Exclude the pictures and transcribe the rest of the data below exactly.

EXCERPTED RECORDS:
***
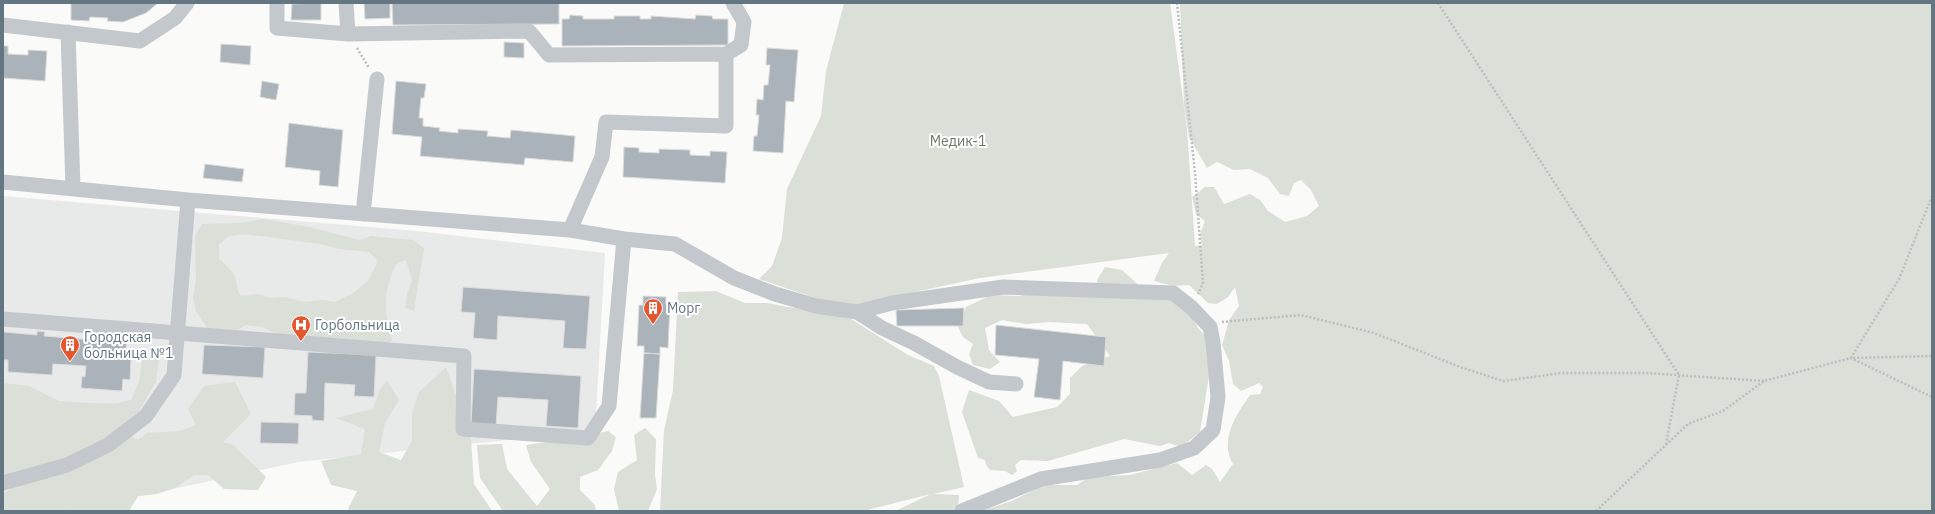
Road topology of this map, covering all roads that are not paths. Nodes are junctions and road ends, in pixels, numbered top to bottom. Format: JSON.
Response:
{"nodes":[{"id":1,"x":187,"y":3,"type":"edge"},
{"id":2,"x":277,"y":3,"type":"edge"},
{"id":3,"x":346,"y":3,"type":"edge"},
{"id":4,"x":733,"y":3,"type":"edge"},
{"id":5,"x":3,"y":25,"type":"edge"},
{"id":6,"x":68,"y":32,"type":"junction"},
{"id":7,"x":348,"y":34,"type":"junction"},
{"id":8,"x":726,"y":54,"type":"junction"},
{"id":9,"x":377,"y":80,"type":"road end"},
{"id":10,"x":3,"y":182,"type":"edge"},
{"id":11,"x":73,"y":188,"type":"junction"},
{"id":12,"x":188,"y":200,"type":"junction"},
{"id":13,"x":364,"y":214,"type":"junction"},
{"id":14,"x":570,"y":230,"type":"junction"},
{"id":15,"x":624,"y":239,"type":"junction"},
{"id":16,"x":857,"y":312,"type":"junction"},
{"id":17,"x":3,"y":319,"type":"edge"},
{"id":18,"x":178,"y":333,"type":"junction"},
{"id":19,"x":1016,"y":384,"type":"dead end"},
{"id":20,"x":3,"y":483,"type":"edge"},
{"id":21,"x":962,"y":511,"type":"edge"}],
"edges":[{"from":1,"to":6,"type":"street"},
{"from":2,"to":7,"type":"street"},
{"from":3,"to":7,"type":"street"},
{"from":4,"to":8,"type":"street"},
{"from":5,"to":6,"type":"street"},
{"from":6,"to":11,"type":"street"},
{"from":7,"to":8,"type":"street"},
{"from":8,"to":14,"type":"street"},
{"from":9,"to":13,"type":"street"},
{"from":10,"to":11,"type":"street"},
{"from":11,"to":12,"type":"street"},
{"from":12,"to":13,"type":"street"},
{"from":12,"to":18,"type":"street"},
{"from":13,"to":14,"type":"street"},
{"from":14,"to":15,"type":"street"},
{"from":15,"to":16,"type":"street"},
{"from":15,"to":18,"type":"street"},
{"from":16,"to":19,"type":"street"},
{"from":16,"to":21,"type":"street"},
{"from":17,"to":18,"type":"street"},
{"from":18,"to":20,"type":"street"}]}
***
OUTPUT BELOW:
Road topology of this map, covering all roads that are not paths. Nodes are junctions and road ends, in pixels, numbered top to bottom. Format: JSON.
Response:
{"nodes":[{"id":1,"x":187,"y":3,"type":"edge"},
{"id":2,"x":277,"y":3,"type":"edge"},
{"id":3,"x":346,"y":3,"type":"edge"},
{"id":4,"x":733,"y":3,"type":"edge"},
{"id":5,"x":3,"y":25,"type":"edge"},
{"id":6,"x":68,"y":32,"type":"junction"},
{"id":7,"x":348,"y":34,"type":"junction"},
{"id":8,"x":726,"y":54,"type":"junction"},
{"id":9,"x":377,"y":80,"type":"road end"},
{"id":10,"x":3,"y":182,"type":"edge"},
{"id":11,"x":73,"y":188,"type":"junction"},
{"id":12,"x":188,"y":200,"type":"junction"},
{"id":13,"x":364,"y":214,"type":"junction"},
{"id":14,"x":570,"y":230,"type":"junction"},
{"id":15,"x":624,"y":239,"type":"junction"},
{"id":16,"x":857,"y":312,"type":"junction"},
{"id":17,"x":3,"y":319,"type":"edge"},
{"id":18,"x":178,"y":333,"type":"junction"},
{"id":19,"x":1016,"y":384,"type":"dead end"},
{"id":20,"x":3,"y":483,"type":"edge"},
{"id":21,"x":962,"y":511,"type":"edge"}],
"edges":[{"from":1,"to":6,"type":"street"},
{"from":2,"to":7,"type":"street"},
{"from":3,"to":7,"type":"street"},
{"from":4,"to":8,"type":"street"},
{"from":5,"to":6,"type":"street"},
{"from":6,"to":11,"type":"street"},
{"from":7,"to":8,"type":"street"},
{"from":8,"to":14,"type":"street"},
{"from":9,"to":13,"type":"street"},
{"from":10,"to":11,"type":"street"},
{"from":11,"to":12,"type":"street"},
{"from":12,"to":13,"type":"street"},
{"from":12,"to":18,"type":"street"},
{"from":13,"to":14,"type":"street"},
{"from":14,"to":15,"type":"street"},
{"from":15,"to":16,"type":"street"},
{"from":15,"to":18,"type":"street"},
{"from":16,"to":19,"type":"street"},
{"from":16,"to":21,"type":"street"},
{"from":17,"to":18,"type":"street"},
{"from":18,"to":20,"type":"street"}]}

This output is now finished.